The door opened. The figure in the doorway was broad-shouldered, dark-haired, and so familiar that her brain refused to process it correctly at first. She just stared.

She remembered him. It had been the one brother she’d mourned when he aged out of the system, the one who she truly knew would protect her as long as he could. And he did.

Chris.

She was on her feet before she’d decided to move. “What—”

“Hey.” His voice came out rough. He raised a hand. “Hey, Cait. It’s okay.”

“What are you—” She stopped. Started again. “How are you here? Why are you—” Her voice cracked on the last word, and she hated it, hated herself for it, crossed her arms over her chest. “How long have you been here?”

“A couple of years.”

She stared at him. “A couple of—” The number of things she wanted to say compressed itself into a single flat look that she’d been perfecting since she’d stood next to her mother’s grave.

Chris, to his credit, didn’t flinch. He stepped inside, closed the door, and sat down in the chair she hadn’t sat in, hands clasped between his knees.

“I couldn’t tell you,” he said. “I know how that sounds. You needed to go through the trials without—”

“You were here.” The words came out low and measured, which was worse than if she’d shouted them, and they both knew it.

“While strangers were dragging me out of my apartment. While I was walking into a mountain trail blind. While—” She pressed her back against the window. “You could have stopped this.”

“I couldn’t.”

“You could have—”

“Cait.” His voice was steady and quiet, and she recognized the register—the same one he’d used in the foster home they’d shared, when she’d been ready to put a hole through a wall, and he’d talked her down from it.

“The lottery is binding magic. There was nothing anyone could do once your name was drawn. Not me. Not Kahn. Not anyone.”

“Kahn.” She said the name like it had texture she didn’t like. “You know him.”

“We’ve worked together for a few years. I reckon him a friend.” A pause. “He’s a good man, Cait. I know that’s not—”

“Don’t.” She held up a hand. “Don’t do the sales pitch right now. I cannot handle the sales pitch right now.”

Chris closed his mouth. Let the silence sit between them for a moment—not filling it, just waiting.

She looked at him. Really looked. The set of his shoulders, the way he was watching her. Something she’d always clocked without naming, a quality of stillness that wasn’t quite human. She’d assumed it was just Chris. She’d always assumed it was just Chris.

“You’re one of them,” she said.

He held her gaze. “Yes.”

“A shifter.”

“Yes.”

“You’ve been a shifter the entire time I’ve known you.”

“Yes.”

She absorbed this. It moved through her like cold water—the rearrangement of something she’d taken as fixed.

Chris, who’d been the one person to make her feel like she might be worth something, who’d given her his last granola bar on a Tuesday morning in a kitchen that smelled like mildew—Chris had been living inside a world she’d had no idea existed.

She wanted to be angry. She sorted through herself for it, looking for the familiar heat.

What she found instead, underneath the shock, was this: he was still Chris. He was sitting in her chair with his hands between his knees and his eyes on her face with the same expression he’d always had when he was waiting to see what she’d do—hoping she’d stay, prepared to wait if she didn’t.

“You still owe me twenty dollars,” she said at last.

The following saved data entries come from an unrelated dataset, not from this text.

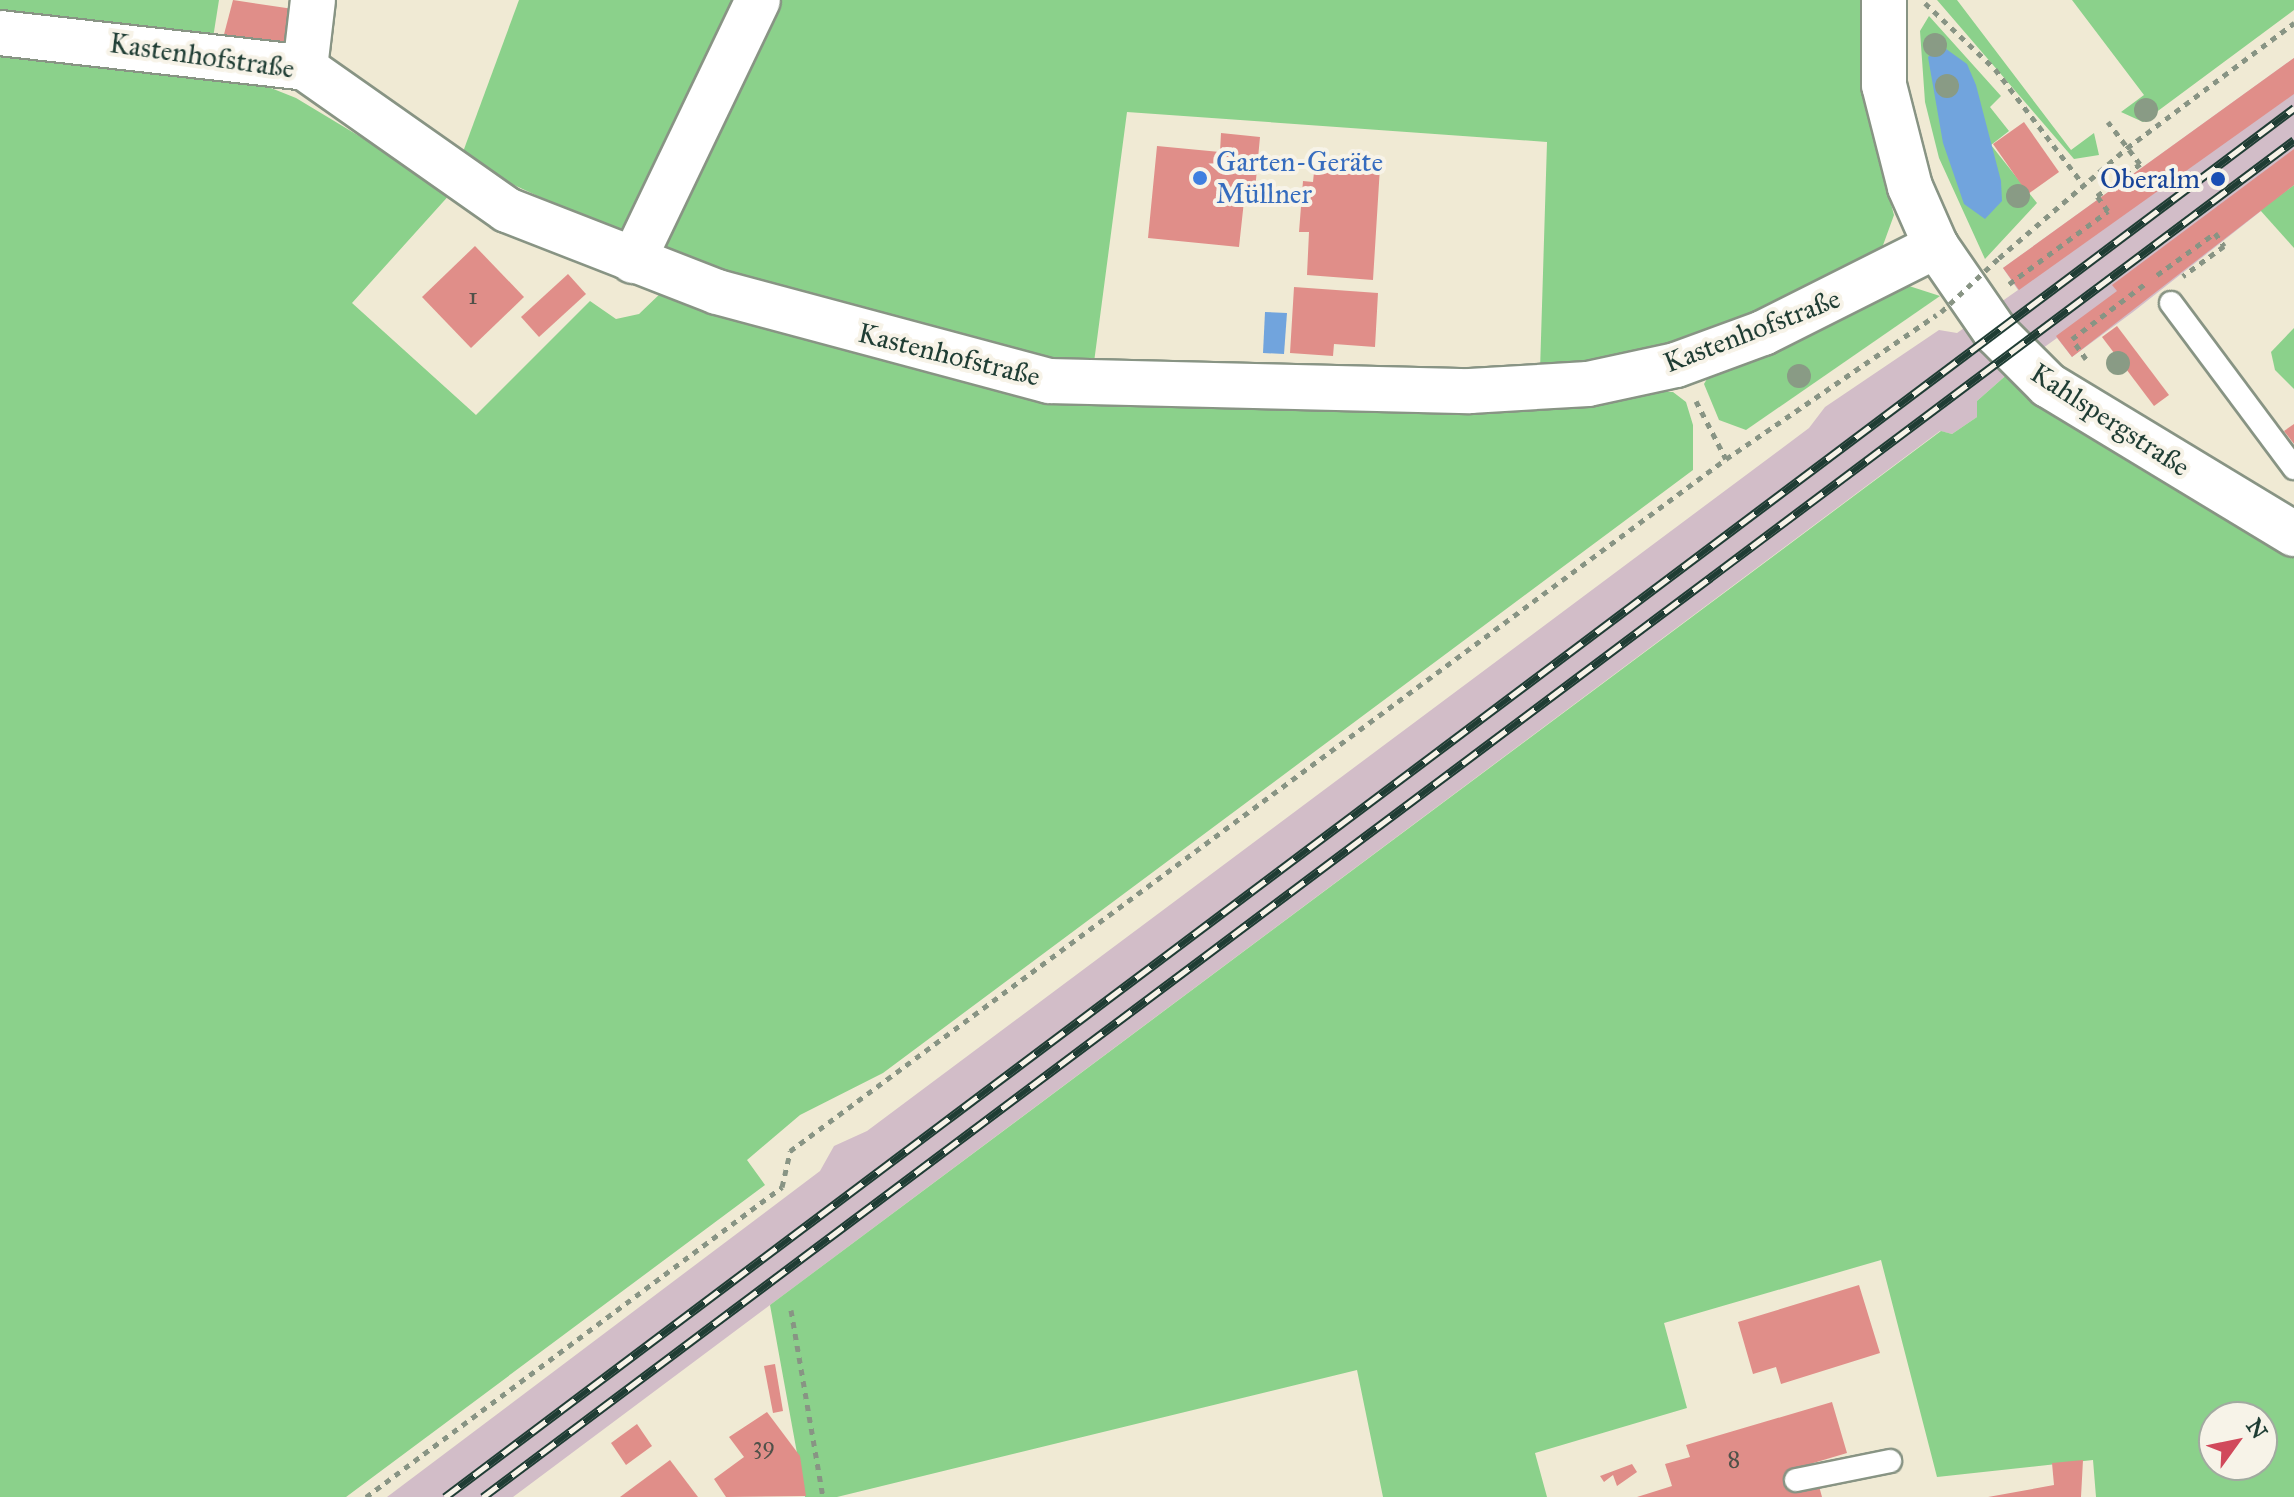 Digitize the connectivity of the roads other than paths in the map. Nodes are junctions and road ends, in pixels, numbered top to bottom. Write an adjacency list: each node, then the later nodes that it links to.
1 (313, 0): 5 (street)
2 (758, 0): 7 (street)
3 (1884, 0): 6 (street, Kahlspergstraße)
4 (0, 33): 5 (street, Kastenhofstraße)
5 (305, 68): 7 (street, Kastenhofstraße)
6 (1936, 246): 7 (street, Kastenhofstraße); 10 (street, Kahlspergstraße)
7 (633, 261)
8 (2171, 303): 9 (lane)
9 (2294, 468)
10 (2294, 534)
11 (1890, 1461): 12 (lane)
12 (1796, 1480)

A grin broke open across his face. “I know.”

“This doesn’t cancel it out.”

“I didn’t think it would.”

She uncrossed her arms. Sat back down on the edge of the bed and looked at the floor between them. “Tell me everything,” she said. “All of it. What you are. What this place is. What a Luna actually means.” She glanced up. “No edits.”

Chris leaned forward.

“No edits,” he agreed.

Outside, the mountains swallowed the last of the light, and for the first time since she’d walked out of that hall, the room felt fractionally less like a cage.